Guest Articles

July 12

Ben Jeffreys

Addressing the Credibility Crisis in Carbon Credits: How New Technologies — And New Data — Are Building Trust in Carbon Markets

Are carbon credits a legitimate tool to fight climate change? Despite their growing popularity as a way for businesses and other carbon emitters to offset their own emissions by buying credits from other entities that reduce or remove carbon from the atmosphere, recent research has called their effectiveness into question.

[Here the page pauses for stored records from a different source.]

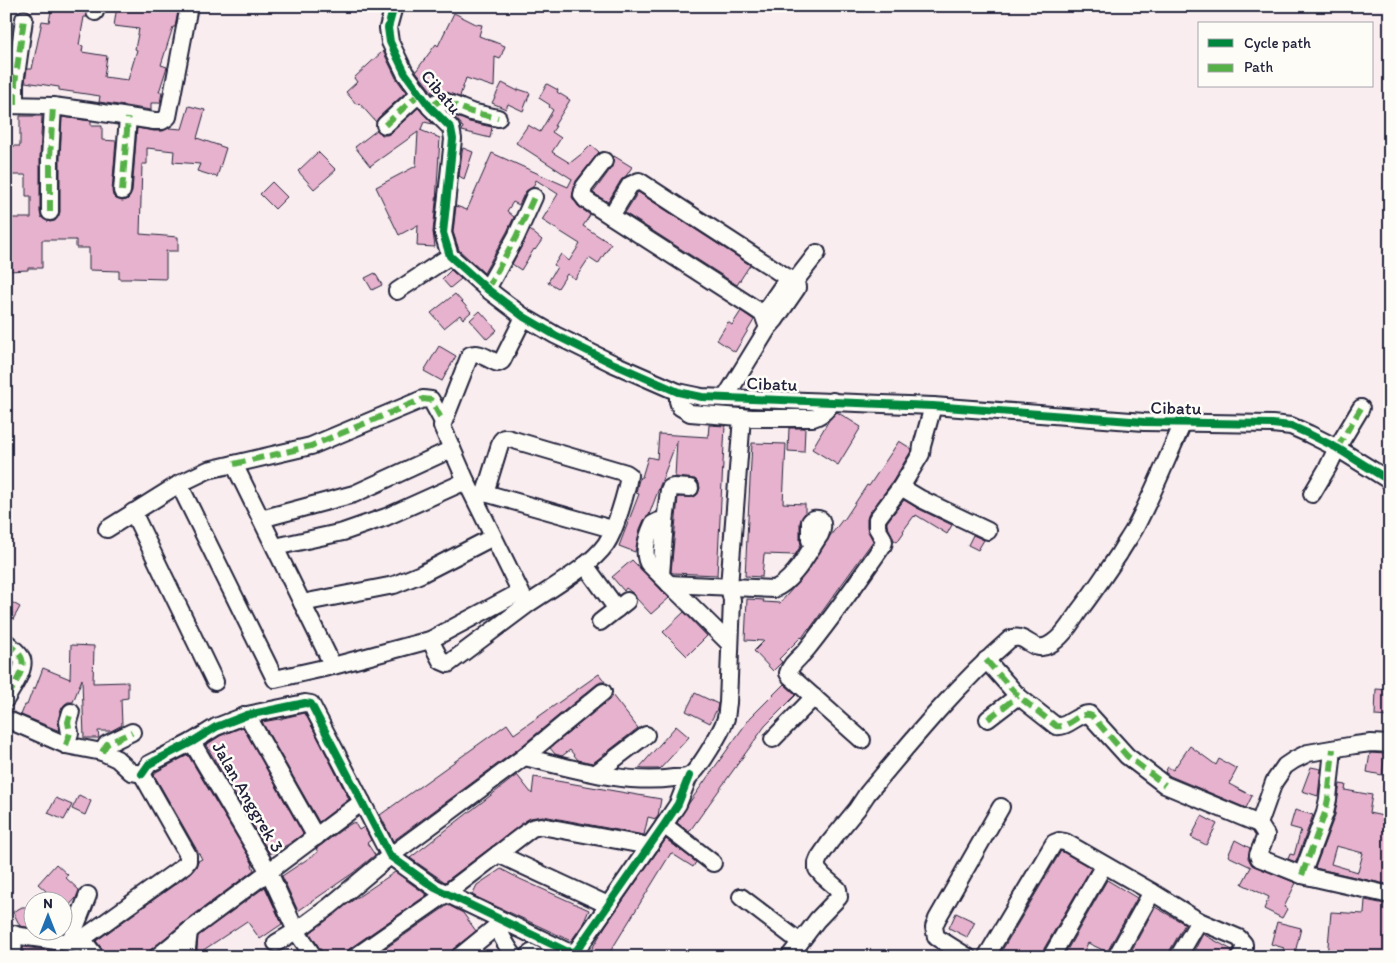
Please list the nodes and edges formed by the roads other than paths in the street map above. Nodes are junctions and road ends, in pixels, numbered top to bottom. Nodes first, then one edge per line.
1 (188, 6) edge
2 (394, 6) edge
3 (24, 19) dead end
4 (420, 93) junction
5 (11, 105) edge
6 (52, 106) junction
7 (430, 107) junction
8 (128, 118) junction
9 (498, 118) dead end
10 (385, 125) dead end
11 (604, 161) dead end
12 (122, 192) dead end
13 (534, 198) dead end
14 (50, 212) dead end
15 (611, 216) junction
16 (817, 253) dead end
17 (450, 256) junction
18 (792, 279) junction
19 (487, 289) junction
20 (397, 291) dead end
21 (524, 317) junction
22 (766, 321) junction
23 (678, 392) junction
24 (725, 398) junction
25 (833, 401) junction
26 (934, 406) junction
27 (1361, 408) dead end
28 (747, 417) junction
29 (443, 422) junction
30 (1183, 423) junction
31 (1337, 448) junction
32 (452, 450) junction
33 (234, 464) junction
34 (466, 481) junction
35 (1390, 481) edge
36 (179, 484) junction
37 (901, 487) junction
38 (690, 488) dead end
39 (1312, 494) dead end
40 (480, 496) junction
41 (133, 512) junction
42 (261, 519) junction
43 (108, 528) dead end
44 (612, 529) junction
45 (988, 531) dead end
46 (493, 537) junction
47 (813, 546) dead end
48 (275, 547) junction
49 (585, 565) junction
50 (665, 579) junction
51 (733, 591) junction
52 (524, 598) junction
53 (302, 604) junction
54 (600, 622) dead end
55 (430, 640) junction
56 (6, 642) edge
57 (730, 644) junction
58 (986, 660) junction
59 (333, 666) junction
60 (215, 682) dead end
61 (603, 692) dead end
62 (1018, 696) junction
63 (814, 697) junction
64 (6, 699) edge
65 (71, 712) dead end
66 (247, 715) junction
67 (988, 719) dead end
68 (7, 720) edge
69 (132, 732) dead end
70 (646, 735) dead end
71 (773, 739) dead end
72 (862, 740) dead end
73 (192, 742) junction
74 (1390, 744) edge
75 (66, 745) junction
76 (1333, 749) junction
77 (102, 752) junction
78 (524, 757) junction
79 (596, 773) junction
80 (142, 774) junction
81 (689, 776) junction
82 (362, 802) junction
83 (1001, 807) dead end
84 (1259, 824) junction
85 (664, 825) junction
86 (316, 837) junction
87 (649, 846) junction
88 (498, 854) junction
89 (390, 856) junction
90 (713, 863) dead end
91 (1104, 865) junction
92 (269, 872) junction
93 (1302, 875) junction
94 (1152, 892) junction
95 (447, 893) junction
96 (88, 895) dead end
97 (1390, 895) edge
98 (741, 898) dead end
99 (608, 905) junction
100 (1199, 921) junction
101 (499, 924) junction
102 (189, 931) junction
103 (296, 931) junction
104 (10, 934) edge
105 (800, 942) junction
106 (276, 943) dead end
107 (77, 946) edge
108 (950, 952) edge
109 (13, 957) edge
110 (96, 957) edge
111 (157, 957) edge
112 (186, 957) edge
113 (314, 957) edge
114 (355, 957) edge
115 (459, 957) edge
116 (515, 957) edge
117 (528, 957) edge
118 (538, 957) edge
119 (789, 957) edge
120 (968, 957) edge
121 (986, 957) edge
122 (1051, 957) edge
123 (1116, 957) edge
124 (1178, 957) edge
125 (1240, 957) edge

1 - 8 street
2 - 4 street, Cibatu
3 - 5 street
4 - 7 street, Cibatu
4 - 10 street
5 - 6 street
6 - 8 street
6 - 14 street
7 - 9 street
7 - 17 street, Cibatu
8 - 12 street
11 - 15 street
13 - 19 street
15 - 18 street
15 - 22 street
16 - 18 street
17 - 19 street, Cibatu
17 - 20 street
18 - 22 street
19 - 21 street, Cibatu
21 - 23 street, Cibatu
21 - 29 street
22 - 24 street
23 - 24 street, Cibatu
23 - 28 street
24 - 25 street, Cibatu
25 - 26 street, Cibatu
25 - 28 street
26 - 30 street, Cibatu
26 - 37 street
27 - 31 street
28 - 51 street
29 - 32 street
29 - 33 street
30 - 31 street, Cibatu
30 - 58 street
31 - 35 street, Cibatu
31 - 39 street
32 - 34 street
32 - 42 street
33 - 36 street
33 - 42 street
34 - 40 street
34 - 48 street
36 - 41 street
36 - 59 street
37 - 45 street
37 - 63 street
38 - 50 street
40 - 44 street
40 - 44 street
40 - 46 street
41 - 43 street
41 - 60 street
42 - 48 street
44 - 49 street
46 - 52 street
46 - 53 street
47 - 51 street
48 - 53 street
49 - 52 street
49 - 54 street
50 - 51 street
50 - 57 street
51 - 57 street
52 - 55 street
52 - 55 street
53 - 59 street
55 - 59 street
56 - 64 street
57 - 81 street
58 - 62 street
58 - 105 street
61 - 78 street
62 - 67 street
62 - 84 street
63 - 71 street
63 - 72 street
65 - 75 street
66 - 73 street
66 - 82 street
66 - 86 street
68 - 75 street
69 - 77 street
70 - 79 street
73 - 80 street
73 - 92 street, Jalan Anggrek 3
74 - 76 street
75 - 77 street
76 - 84 street
76 - 93 street
77 - 80 street
78 - 79 street
78 - 89 street
79 - 81 street
80 - 107 street
81 - 85 street
82 - 86 street
82 - 89 street
83 - 108 street
84 - 93 street
85 - 87 street
85 - 90 street
86 - 92 street
87 - 88 street
87 - 99 street
88 - 95 street
88 - 99 street
89 - 95 street
89 - 103 street
91 - 94 street
91 - 121 street
91 - 122 street
92 - 102 street
92 - 103 street, Jalan Anggrek 3
93 - 97 street
94 - 100 street
94 - 123 street
95 - 101 street
95 - 114 street
96 - 107 street
98 - 105 street
99 - 101 street
100 - 124 street
100 - 125 street
101 - 115 street
101 - 116 street
102 - 111 street
102 - 112 street
103 - 106 street
103 - 113 street, Jalan Anggrek 3
104 - 107 street
104 - 109 street
105 - 119 street
107 - 110 street
108 - 120 street
117 - 118 street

Earlier this year, an investigation conducted by The Guardian, the German weekly Die Zeit and the nonprofit SourceMaterial claimed that more than 90% of rainforest carbon offsets under Verra, the world’s leading carbon certifier, are likely to be “phantom credits” that don’t represent genuine carbon reductions. And another recent report from the University of California, Berkeley found that the cookstove sector — which sells carbon credits as a way to monetise its own emissions impact — could be over-reporting its carbon reduction by 6.3 times on average: In other words, a typical cookstove project could be claiming to produce roughly six times more carbon credits than the actual climate benefits it generated.

Based on these reports, it’s understandable for people to conclude that carbon credits are nothing but greenwashing — a charade designed to allow big corporations to pretend to take climate action while making no real effort to reduce their actual emissions.  

Working in and around carbon markets for eight years, I’ve gone through these doubts myself. But as is typical in highly technical fields, a deeper understanding of the mechanics, structures, opportunities and risks of carbon credits produces a more nuanced view. I’ve come to see that putting a price on carbon is actually one of our most effective ways to accelerate decarbonisation and give ourselves the best possible chance of meeting science-based targets in climate change.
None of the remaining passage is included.